DANIEL ORTNER: The refugee and the other
Last Sunday, the often elusive Palestinian narrative emerged as part of the Leonard Bernstein Festival of the Creative Arts. The festival featured the world premiere of Mohammad Kundos' '10 documentary about Brandeis' Palestinian students, Before Sunrise, which was preceded by the first full performance of the Arabic and jazz fusion band Mochila. This was followed by the first performance of Walaa Sbeit's '08 experiential theater piece presented on the balcony of the Spingold Theater, Welcome to our Refugee Camp.... All were successful in bringing to light repressed feelings of oppression and powerlessness that are part of the Palestinian identity. Unfortunately, while these expressions were stirring profound, they lacked something significant.

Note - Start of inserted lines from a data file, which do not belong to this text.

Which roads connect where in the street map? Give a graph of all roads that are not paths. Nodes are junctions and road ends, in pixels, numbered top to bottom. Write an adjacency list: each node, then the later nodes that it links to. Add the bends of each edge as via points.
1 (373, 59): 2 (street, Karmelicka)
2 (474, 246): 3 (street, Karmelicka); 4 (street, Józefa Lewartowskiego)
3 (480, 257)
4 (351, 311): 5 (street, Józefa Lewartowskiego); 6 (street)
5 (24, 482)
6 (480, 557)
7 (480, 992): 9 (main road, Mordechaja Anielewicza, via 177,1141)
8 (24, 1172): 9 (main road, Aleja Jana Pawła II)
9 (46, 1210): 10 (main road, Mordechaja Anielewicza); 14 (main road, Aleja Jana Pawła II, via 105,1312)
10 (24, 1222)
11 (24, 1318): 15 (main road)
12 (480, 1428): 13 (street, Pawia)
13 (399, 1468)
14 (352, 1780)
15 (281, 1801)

Inside the program for Welcome to our Refugee Camp... lies a quote from Leonard Bernstein, saying, " It's the artists of the world, the feelers and thinkers, who will ultimately save us, who can articulate, educate, defy, insist, sing and shout big dreams. Only the artist can turn the 'not yet' into reality." In essence, it is this element of a vision or a dream that was missing from all of the touching expressions. The works only stood to categorize what is or what appears to be rather than what could or should be. They expressed common stereotypes of the"other" present in the Palestinian narrative rather than challenging them and fighting to build a bridge towards greater understanding.
Welcome to our Refugee Camp... in particular features a stereotypically negative view of Israeli soldiers and an equally angelic and innocent portrayal of Palestinian refugees as merely victims of circumstance. Israeli soldiers are dehumanized as brutal individuals or else as spineless and unwilling to resist orders. They are quick to react violently and without sense or reason. This mirror reflection of the often negative stereotypes that strongly right-wing, pro-Zionist Israeli films or narratives give of the Palestinians was disappointing and discouraging.

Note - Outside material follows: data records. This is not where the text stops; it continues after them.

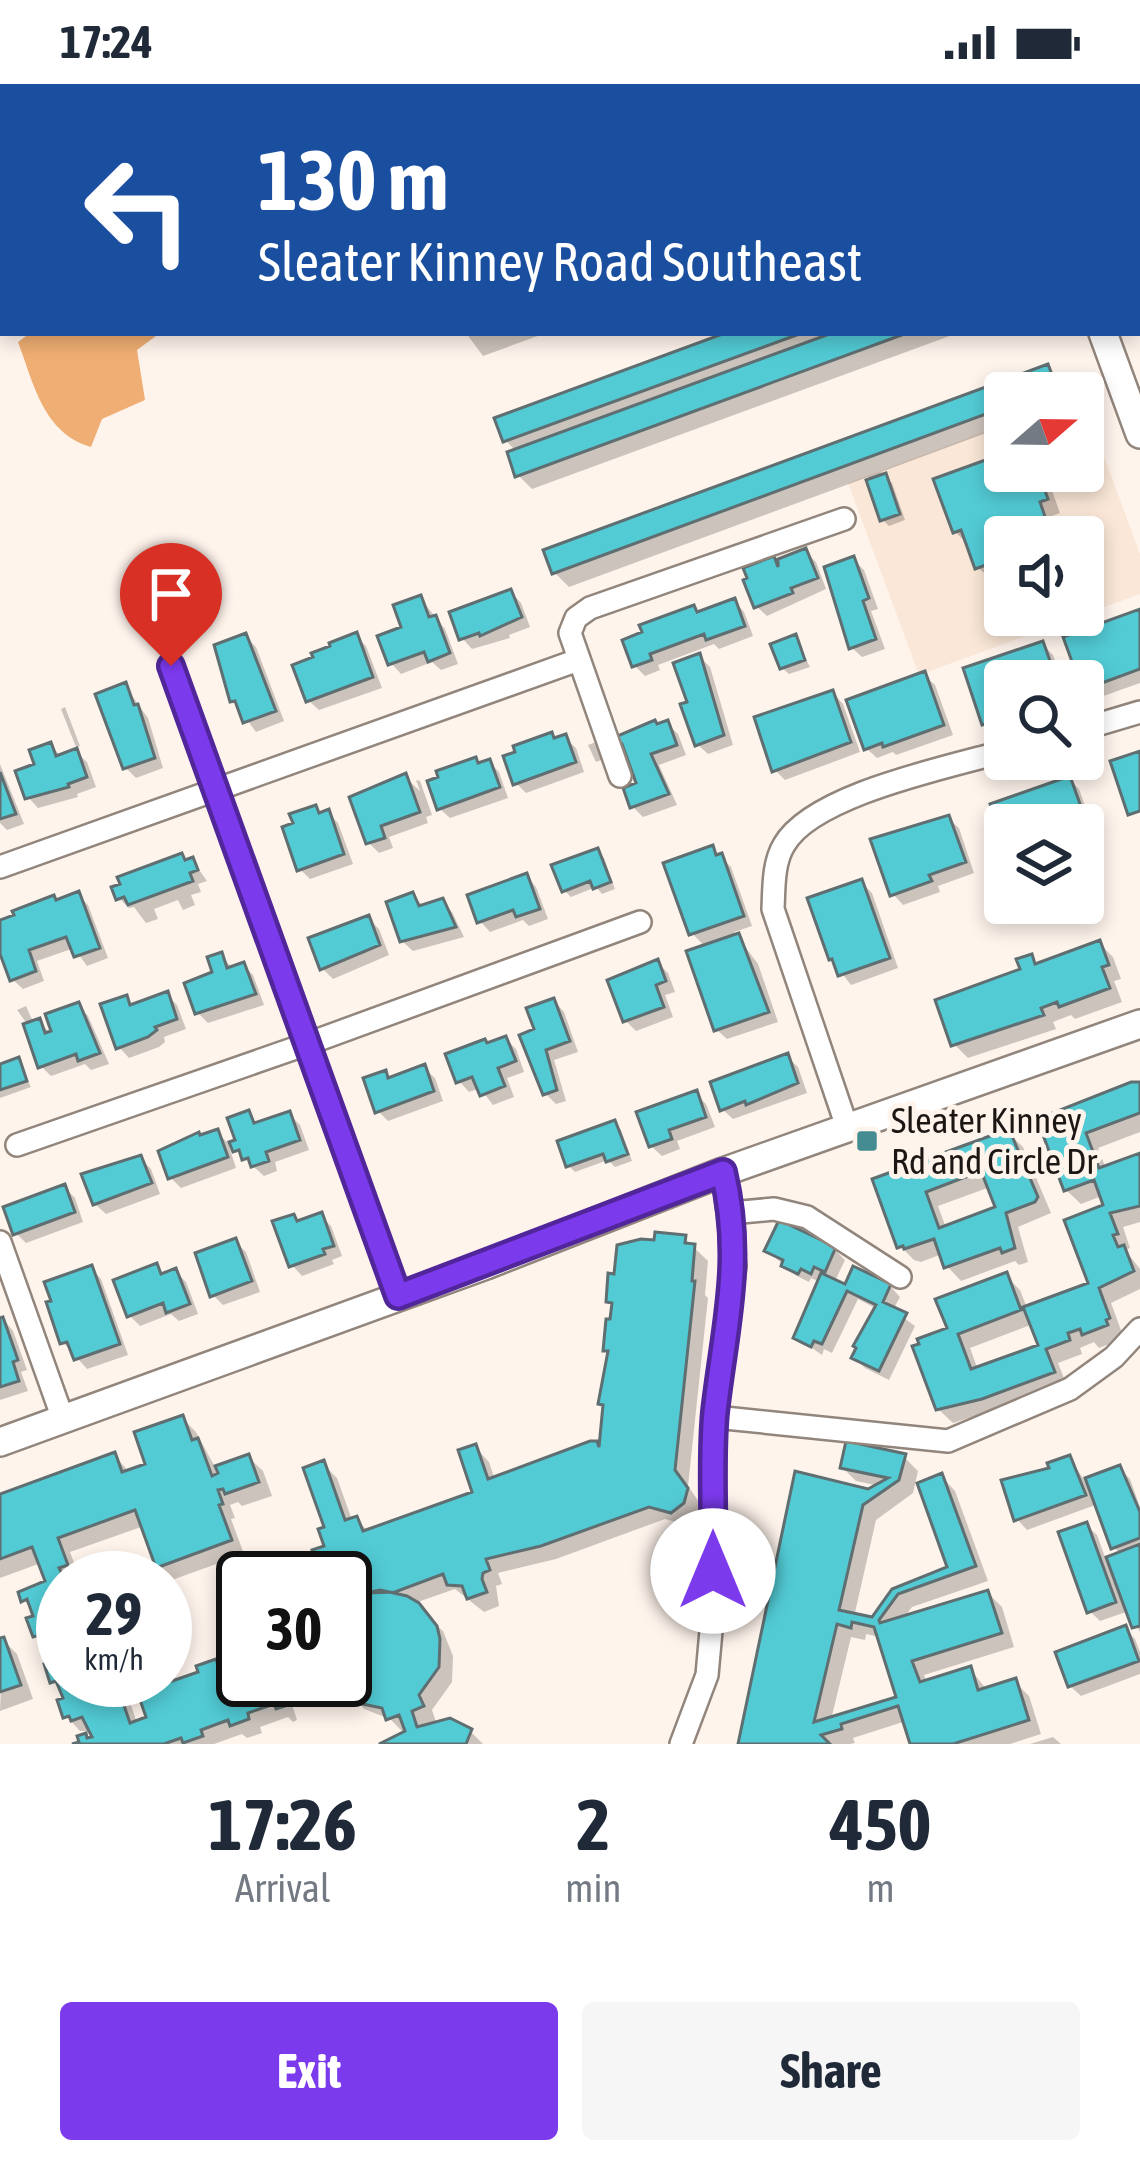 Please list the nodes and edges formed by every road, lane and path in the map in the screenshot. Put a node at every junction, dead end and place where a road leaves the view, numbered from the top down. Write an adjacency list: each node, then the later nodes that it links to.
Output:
1 (1104, 336): 2 (street)
2 (1140, 434)
3 (844, 518): 4 (street)
4 (578, 660): 9 (street); 10 (street)
5 (171, 666): 10 (street)
6 (1140, 712): 7 (street)
7 (1104, 723)
8 (984, 757): 15 (street)
9 (620, 776)
10 (217, 792): 11 (street); 14 (street)
11 (0, 867)
12 (640, 922): 14 (street)
13 (1140, 1024): 15 (street)
14 (308, 1044): 16 (street); 21 (street)
15 (848, 1130): 17 (street)
16 (16, 1145)
17 (723, 1172): 18 (street); 21 (street)
18 (731, 1213): 20 (street); 23 (street)
19 (3, 1251): 24 (street)
20 (900, 1277)
21 (398, 1296): 24 (street)
22 (1140, 1329): 23 (street)
23 (715, 1418): 26 (street)
24 (63, 1419): 25 (street)
25 (0, 1442)
26 (682, 1744)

Sbeit and others involved in the performance of course emphasize that they use art as a tool to make the Brandeis community "aware of the existence of the Palestinian students and their struggle in a Jewish school." according to the Before Sunset program. However, such stereotyping only hinders, rather than helps, the peace process. While it is true that Sbeit is reflecting on stories told to him since childhood of "poverty, oppression, Refugeeness and injustice," according to the Welcome to our Refugee Camp... program, it is his job and ours as students and members of an intellectual community to realize that these stories and narratives are biased and ultimately only a fragment of reality.
Sbeit takes a profound step towards reconciliation and inclusion when he says in the program, "This is not only Palestine, this is the Ghettos of Europe." As a student of sociology and Peace and Conflict Studies, he of course realizes the universality of feelings of marginalization through history. Therefore, his failure to incorporate this idea fully into his work is even more disappointing.
Palestinians and Israelis on campus and in the Middle East both feel a sense of injustice and oppression that can not be ignored or denied. They each have had their identity and very existence threatened over the past century. Neither is pure or free of aggression, sin and acts of oppression. Both would have acted as the other has if situations and circumstance were different. Israelis and Palestinians alike need to stop pretending to be holier, wiser, purer or nobler than the others-myself, as an Israeli, included of course. These are the basic preconditions that a true and lasting peace will require.
Unfortunately, Israel and the leaders of the Palestinian people, as Israeli statesman Abba Eban said about the Palestinians in 1978, never miss an opportunity to miss an opportunity. Over the past decade in particular, both peoples have mastered the art of demonization and self-righteous victimhood. Due to the circumstances on the ground today, peace seems more distant and unlikely than ever. Yet across the Atlantic, in our Brandeis bubble, we have the opportunity to do something profound. We have the chance to actually listen, build a dialogue and reconcile our narratives and identities. Missed opportunities, however beautiful and finely crafted, are a true tragedy.